__WHAT IS REQUIRED__: Each line in the records below that has the word "Mária" should be copied.

__RECORDS TO PROCESS__:
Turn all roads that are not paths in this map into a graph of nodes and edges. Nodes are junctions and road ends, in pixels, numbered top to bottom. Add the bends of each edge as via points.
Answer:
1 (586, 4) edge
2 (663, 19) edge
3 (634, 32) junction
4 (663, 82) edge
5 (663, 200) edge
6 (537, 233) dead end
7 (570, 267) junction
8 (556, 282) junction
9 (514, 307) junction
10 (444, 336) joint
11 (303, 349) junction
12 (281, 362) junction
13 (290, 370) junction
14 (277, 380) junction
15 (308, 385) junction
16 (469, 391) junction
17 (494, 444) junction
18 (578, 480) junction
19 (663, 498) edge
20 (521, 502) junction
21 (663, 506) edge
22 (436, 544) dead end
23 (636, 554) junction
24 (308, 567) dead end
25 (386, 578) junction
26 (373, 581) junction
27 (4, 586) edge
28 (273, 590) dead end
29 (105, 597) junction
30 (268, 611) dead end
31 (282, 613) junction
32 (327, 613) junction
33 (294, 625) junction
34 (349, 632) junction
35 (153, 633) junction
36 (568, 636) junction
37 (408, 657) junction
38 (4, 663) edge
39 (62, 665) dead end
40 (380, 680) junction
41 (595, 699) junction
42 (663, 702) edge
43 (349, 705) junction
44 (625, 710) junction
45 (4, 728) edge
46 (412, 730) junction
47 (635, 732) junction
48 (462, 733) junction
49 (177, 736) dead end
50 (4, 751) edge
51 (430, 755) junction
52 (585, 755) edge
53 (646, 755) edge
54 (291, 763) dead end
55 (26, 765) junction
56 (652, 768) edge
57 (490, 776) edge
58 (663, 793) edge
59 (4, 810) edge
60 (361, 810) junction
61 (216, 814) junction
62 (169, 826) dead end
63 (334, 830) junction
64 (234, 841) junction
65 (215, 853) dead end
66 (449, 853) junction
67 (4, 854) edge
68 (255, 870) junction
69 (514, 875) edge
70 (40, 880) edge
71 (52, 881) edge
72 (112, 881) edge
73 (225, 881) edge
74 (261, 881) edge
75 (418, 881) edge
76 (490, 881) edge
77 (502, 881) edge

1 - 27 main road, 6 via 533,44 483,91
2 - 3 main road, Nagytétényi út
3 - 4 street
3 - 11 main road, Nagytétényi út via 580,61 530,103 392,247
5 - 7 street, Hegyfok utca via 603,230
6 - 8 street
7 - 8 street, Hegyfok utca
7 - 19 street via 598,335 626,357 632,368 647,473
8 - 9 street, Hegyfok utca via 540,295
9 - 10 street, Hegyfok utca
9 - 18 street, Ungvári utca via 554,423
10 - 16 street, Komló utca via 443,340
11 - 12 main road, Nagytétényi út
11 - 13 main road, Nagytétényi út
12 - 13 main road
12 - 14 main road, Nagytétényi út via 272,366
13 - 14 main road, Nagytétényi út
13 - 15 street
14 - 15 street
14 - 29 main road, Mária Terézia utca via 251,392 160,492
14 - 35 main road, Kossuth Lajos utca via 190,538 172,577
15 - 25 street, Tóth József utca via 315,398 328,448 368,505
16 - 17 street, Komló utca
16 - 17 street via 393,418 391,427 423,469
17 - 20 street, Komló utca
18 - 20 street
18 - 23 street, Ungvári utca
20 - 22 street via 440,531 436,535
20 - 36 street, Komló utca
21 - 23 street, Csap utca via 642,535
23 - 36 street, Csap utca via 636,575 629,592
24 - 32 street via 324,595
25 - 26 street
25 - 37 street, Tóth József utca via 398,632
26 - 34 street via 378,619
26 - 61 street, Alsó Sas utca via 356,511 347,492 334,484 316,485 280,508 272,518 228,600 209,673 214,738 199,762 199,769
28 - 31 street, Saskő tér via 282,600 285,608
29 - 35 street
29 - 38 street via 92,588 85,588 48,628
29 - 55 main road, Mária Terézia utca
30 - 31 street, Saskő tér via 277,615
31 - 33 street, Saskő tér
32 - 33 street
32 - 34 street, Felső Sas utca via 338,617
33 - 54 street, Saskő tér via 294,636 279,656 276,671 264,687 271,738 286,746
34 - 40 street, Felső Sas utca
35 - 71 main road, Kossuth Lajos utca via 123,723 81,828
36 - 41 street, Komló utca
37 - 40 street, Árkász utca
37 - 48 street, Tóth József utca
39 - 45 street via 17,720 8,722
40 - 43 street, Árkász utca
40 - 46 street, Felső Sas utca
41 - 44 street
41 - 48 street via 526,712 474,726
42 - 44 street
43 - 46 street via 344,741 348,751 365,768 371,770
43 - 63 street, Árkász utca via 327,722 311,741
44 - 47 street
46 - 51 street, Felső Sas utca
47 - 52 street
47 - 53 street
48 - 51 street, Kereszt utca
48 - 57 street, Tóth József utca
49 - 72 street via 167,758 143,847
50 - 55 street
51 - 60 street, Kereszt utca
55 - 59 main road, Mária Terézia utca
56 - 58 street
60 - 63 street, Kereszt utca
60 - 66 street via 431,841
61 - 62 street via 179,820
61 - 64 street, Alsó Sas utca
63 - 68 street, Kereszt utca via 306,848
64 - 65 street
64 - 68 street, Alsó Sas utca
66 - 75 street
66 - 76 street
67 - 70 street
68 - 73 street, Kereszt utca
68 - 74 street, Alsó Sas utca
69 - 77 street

__ANSWER BELOW__:
14 - 29 main road, Mária Terézia utca via 251,392 160,492
29 - 55 main road, Mária Terézia utca
55 - 59 main road, Mária Terézia utca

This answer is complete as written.